**WHAT THE EXERCISE ASKS:** The listing below should be reproduced exactly, with the pictures omitted.

**TASK INPUT:**
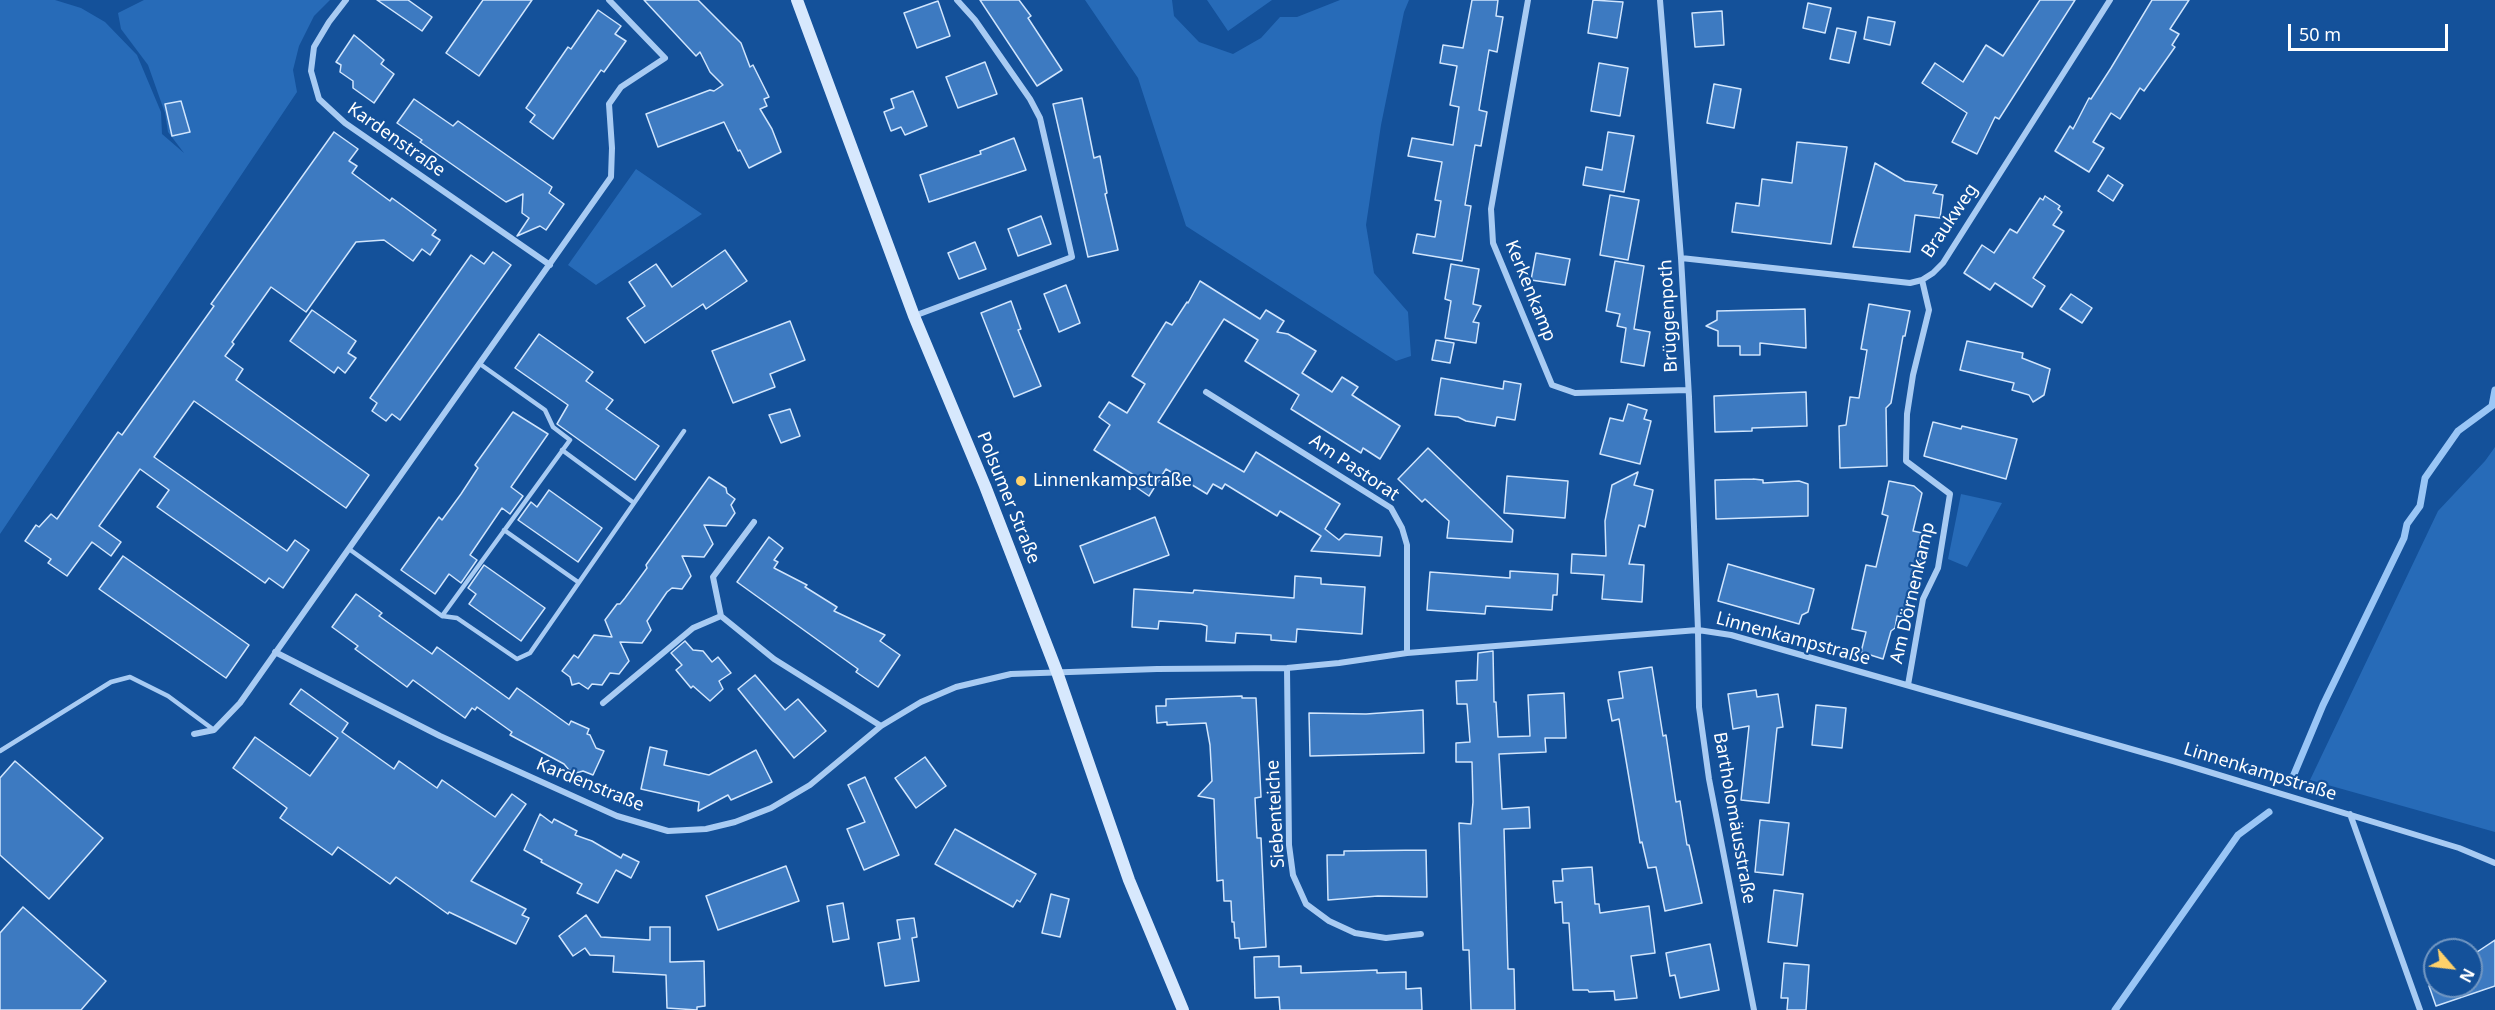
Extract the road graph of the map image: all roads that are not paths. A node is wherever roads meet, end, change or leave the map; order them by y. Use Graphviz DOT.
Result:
graph roads {
  1 [pos="346,0"];
  2 [pos="609,0"];
  3 [pos="797,0"];
  4 [pos="957,0"];
  5 [pos="1528,0"];
  6 [pos="1660,0"];
  7 [pos="2110,0"];
  8 [pos="1681,258"];
  9 [pos="550,265"];
  10 [pos="1922,280"];
  11 [pos="914,316"];
  12 [pos="480,364"];
  13 [pos="1688,390"];
  14 [pos="1206,392"];
  15 [pos="684,431"];
  16 [pos="562,450"];
  17 [pos="634,503"];
  18 [pos="754,522"];
  19 [pos="504,530"];
  20 [pos="349,549"];
  21 [pos="578,582"];
  22 [pos="442,616"];
  23 [pos="721,616"];
  24 [pos="1698,630"];
  25 [pos="275,652"];
  26 [pos="1407,653"];
  27 [pos="1287,668"];
  28 [pos="1057,672"];
  29 [pos="1908,685"];
  30 [pos="603,703"];
  31 [pos="881,726"];
  32 [pos="214,730"];
  33 [pos="194,734"];
  34 [pos="0,751"];
  35 [pos="2350,814"];
  36 [pos="2495,863"];
  37 [pos="1421,934"];
  38 [pos="1183,1010"];
  39 [pos="1754,1010"];
  40 [pos="2420,1010"];
  1 -- 9 [label="street, Kardenstraße"];
  2 -- 9 [label="street"];
  3 -- 11 [label="main road, Polsumer Straße"];
  4 -- 11 [label="street"];
  5 -- 13 [label="street, Kerkenkamp"];
  6 -- 8 [label="street, Brüggenpoth"];
  7 -- 10 [label="street, Braukweg"];
  8 -- 10 [label="street, Braukweg"];
  8 -- 13 [label="street, Brüggenpoth"];
  9 -- 12 [label="street"];
  10 -- 29 [label="street, Am Dörnenkamp"];
  11 -- 28 [label="main road, Polsumer Straße"];
  12 -- 16 [label="lane"];
  12 -- 20 [label="street"];
  13 -- 24 [label="street, Brüggenpoth"];
  14 -- 26 [label="street, Am Pastorat"];
  15 -- 17 [label="lane"];
  16 -- 17 [label="lane"];
  16 -- 19 [label="lane"];
  17 -- 21 [label="lane"];
  18 -- 23 [label="street"];
  19 -- 21 [label="lane"];
  19 -- 22 [label="lane"];
  20 -- 22 [label="lane"];
  20 -- 25 [label="street"];
  21 -- 22 [label="lane"];
  23 -- 30 [label="street"];
  23 -- 31 [label="street"];
  24 -- 26 [label="street, Linnenkampstraße"];
  24 -- 29 [label="street, Linnenkampstraße"];
  24 -- 39 [label="street, Bartholomäusstraße"];
  25 -- 31 [label="street, Kardenstraße"];
  25 -- 32 [label="street"];
  26 -- 27 [label="street, Linnenkampstraße"];
  27 -- 28 [label="street, Linnenkampstraße"];
  27 -- 37 [label="street, Siebenteiche"];
  28 -- 31 [label="street, Kardenstraße"];
  28 -- 38 [label="main road, Polsumer Straße"];
  29 -- 35 [label="street, Linnenkampstraße"];
  32 -- 33 [label="street"];
  32 -- 34 [label="lane"];
  35 -- 36 [label="street, Linnenkampstraße"];
  35 -- 40 [label="street"];
}
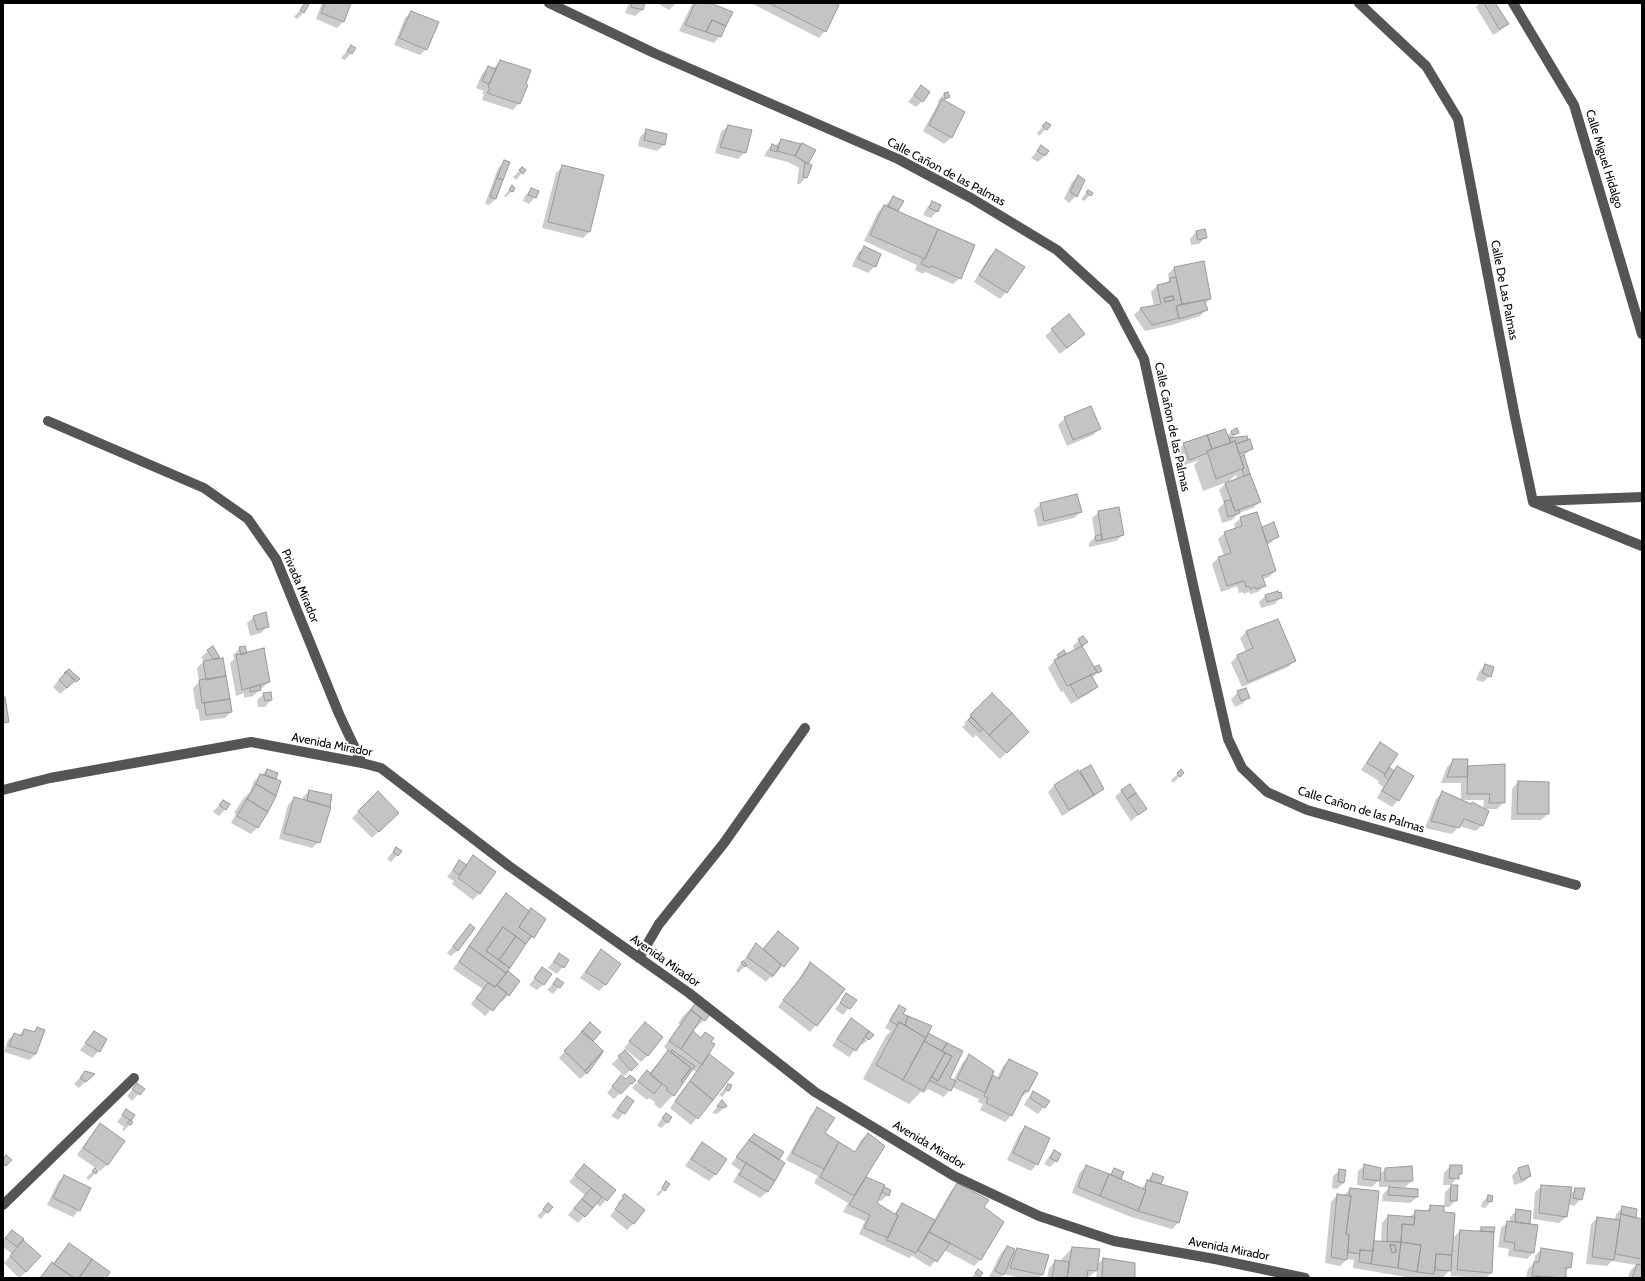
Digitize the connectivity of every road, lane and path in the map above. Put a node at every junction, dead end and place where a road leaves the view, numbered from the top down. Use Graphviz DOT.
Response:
graph roads {
  1 [pos="549,3"];
  2 [pos="1359,3"];
  3 [pos="1512,3"];
  4 [pos="1642,334"];
  5 [pos="48,421"];
  6 [pos="1642,498"];
  7 [pos="1533,502"];
  8 [pos="1642,546"];
  9 [pos="805,728"];
  10 [pos="362,763"];
  11 [pos="3,790"];
  12 [pos="1576,884"];
  13 [pos="639,958"];
  14 [pos="134,1078"];
  15 [pos="3,1205"];
  16 [pos="1305,1278"];
  1 -- 12 [label="street, Calle Cañon de las Palmas"];
  2 -- 7 [label="street, Calle De Las Palmas"];
  3 -- 4 [label="street, Calle Miguel Hidalgo"];
  5 -- 10 [label="street, Privada Mirador"];
  6 -- 7 [label="street"];
  7 -- 8 [label="street"];
  9 -- 13 [label="street"];
  10 -- 11 [label="street, Avenida Mirador"];
  10 -- 13 [label="street, Avenida Mirador"];
  13 -- 16 [label="street, Avenida Mirador"];
  14 -- 15 [label="street"];
}
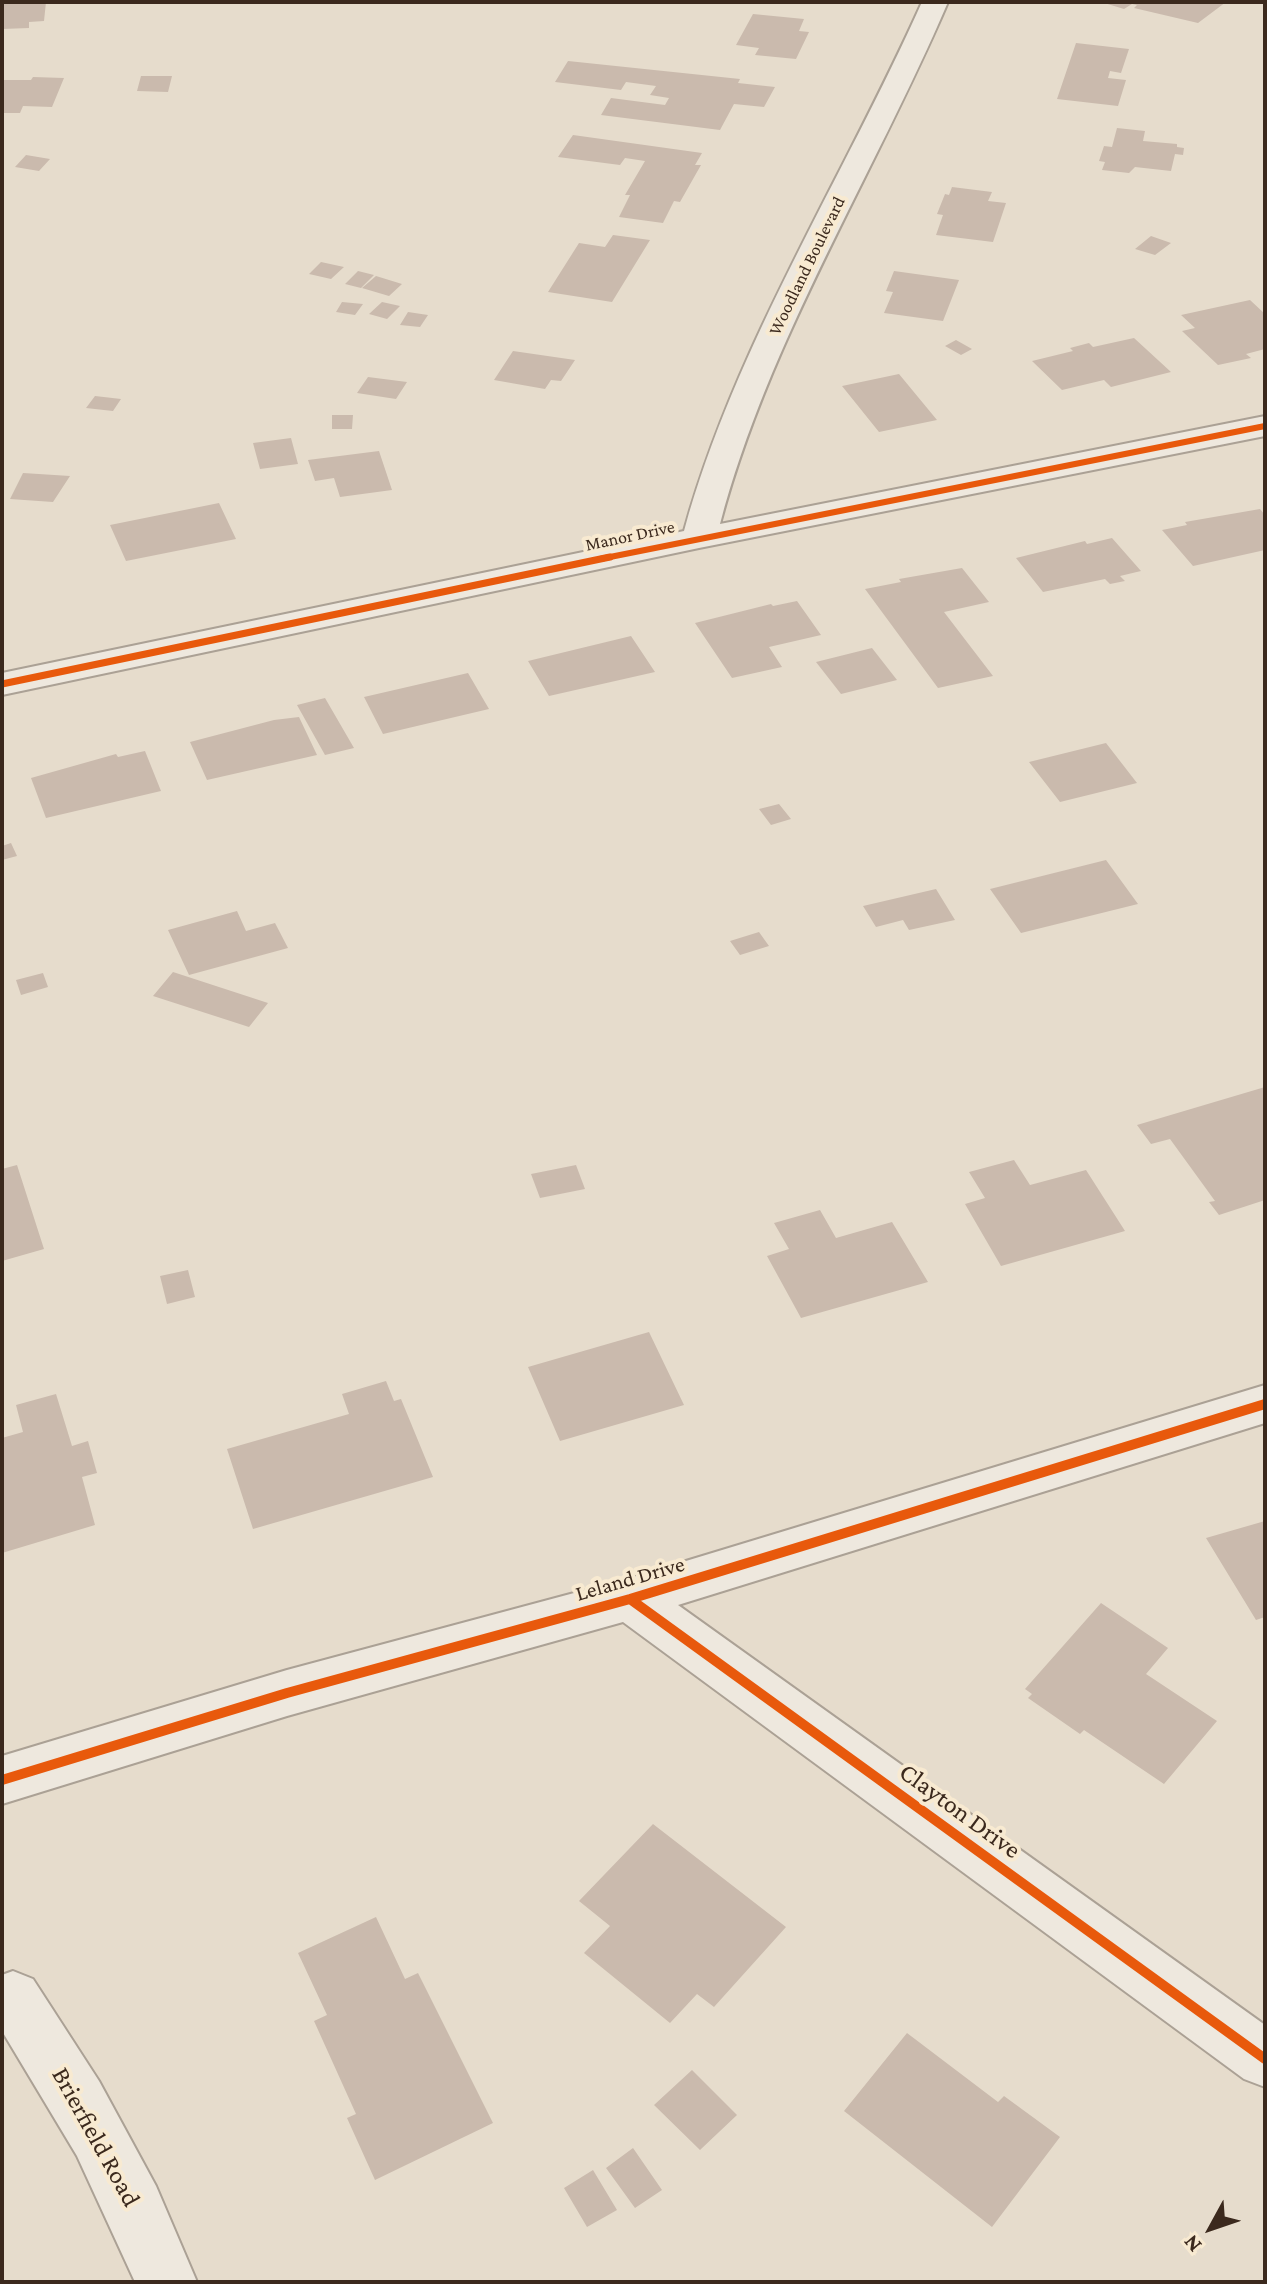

**SOLUTION:**
Extract the road graph of the map image: all roads that are not paths. A node is wherever roads meet, end, change or leave the map; order them by y. Use Graphviz DOT.
Result:
graph roads {
  1 [pos="346,0"];
  2 [pos="609,0"];
  3 [pos="797,0"];
  4 [pos="957,0"];
  5 [pos="1528,0"];
  6 [pos="1660,0"];
  7 [pos="2110,0"];
  8 [pos="1681,258"];
  9 [pos="550,265"];
  10 [pos="1922,280"];
  11 [pos="914,316"];
  12 [pos="480,364"];
  13 [pos="1688,390"];
  14 [pos="1206,392"];
  15 [pos="684,431"];
  16 [pos="562,450"];
  17 [pos="634,503"];
  18 [pos="754,522"];
  19 [pos="504,530"];
  20 [pos="349,549"];
  21 [pos="578,582"];
  22 [pos="442,616"];
  23 [pos="721,616"];
  24 [pos="1698,630"];
  25 [pos="275,652"];
  26 [pos="1407,653"];
  27 [pos="1287,668"];
  28 [pos="1057,672"];
  29 [pos="1908,685"];
  30 [pos="603,703"];
  31 [pos="881,726"];
  32 [pos="214,730"];
  33 [pos="194,734"];
  34 [pos="0,751"];
  35 [pos="2350,814"];
  36 [pos="2495,863"];
  37 [pos="1421,934"];
  38 [pos="1183,1010"];
  39 [pos="1754,1010"];
  40 [pos="2420,1010"];
  1 -- 9 [label="street, Kardenstraße"];
  2 -- 9 [label="street"];
  3 -- 11 [label="main road, Polsumer Straße"];
  4 -- 11 [label="street"];
  5 -- 13 [label="street, Kerkenkamp"];
  6 -- 8 [label="street, Brüggenpoth"];
  7 -- 10 [label="street, Braukweg"];
  8 -- 10 [label="street, Braukweg"];
  8 -- 13 [label="street, Brüggenpoth"];
  9 -- 12 [label="street"];
  10 -- 29 [label="street, Am Dörnenkamp"];
  11 -- 28 [label="main road, Polsumer Straße"];
  12 -- 16 [label="lane"];
  12 -- 20 [label="street"];
  13 -- 24 [label="street, Brüggenpoth"];
  14 -- 26 [label="street, Am Pastorat"];
  15 -- 17 [label="lane"];
  16 -- 17 [label="lane"];
  16 -- 19 [label="lane"];
  17 -- 21 [label="lane"];
  18 -- 23 [label="street"];
  19 -- 21 [label="lane"];
  19 -- 22 [label="lane"];
  20 -- 22 [label="lane"];
  20 -- 25 [label="street"];
  21 -- 22 [label="lane"];
  23 -- 30 [label="street"];
  23 -- 31 [label="street"];
  24 -- 26 [label="street, Linnenkampstraße"];
  24 -- 29 [label="street, Linnenkampstraße"];
  24 -- 39 [label="street, Bartholomäusstraße"];
  25 -- 31 [label="street, Kardenstraße"];
  25 -- 32 [label="street"];
  26 -- 27 [label="street, Linnenkampstraße"];
  27 -- 28 [label="street, Linnenkampstraße"];
  27 -- 37 [label="street, Siebenteiche"];
  28 -- 31 [label="street, Kardenstraße"];
  28 -- 38 [label="main road, Polsumer Straße"];
  29 -- 35 [label="street, Linnenkampstraße"];
  32 -- 33 [label="street"];
  32 -- 34 [label="lane"];
  35 -- 36 [label="street, Linnenkampstraße"];
  35 -- 40 [label="street"];
}
Digitize the connectivity of every road, lane and path in the map above. Put a node at every junction, dead end and place where a road leaves the view, numbered from the top down. Use Graphviz DOT.
Response:
graph roads {
  1 [pos="549,3"];
  2 [pos="1359,3"];
  3 [pos="1512,3"];
  4 [pos="1642,334"];
  5 [pos="48,421"];
  6 [pos="1642,498"];
  7 [pos="1533,502"];
  8 [pos="1642,546"];
  9 [pos="805,728"];
  10 [pos="362,763"];
  11 [pos="3,790"];
  12 [pos="1576,884"];
  13 [pos="639,958"];
  14 [pos="134,1078"];
  15 [pos="3,1205"];
  16 [pos="1305,1278"];
  1 -- 12 [label="street, Calle Cañon de las Palmas"];
  2 -- 7 [label="street, Calle De Las Palmas"];
  3 -- 4 [label="street, Calle Miguel Hidalgo"];
  5 -- 10 [label="street, Privada Mirador"];
  6 -- 7 [label="street"];
  7 -- 8 [label="street"];
  9 -- 13 [label="street"];
  10 -- 11 [label="street, Avenida Mirador"];
  10 -- 13 [label="street, Avenida Mirador"];
  13 -- 16 [label="street, Avenida Mirador"];
  14 -- 15 [label="street"];
}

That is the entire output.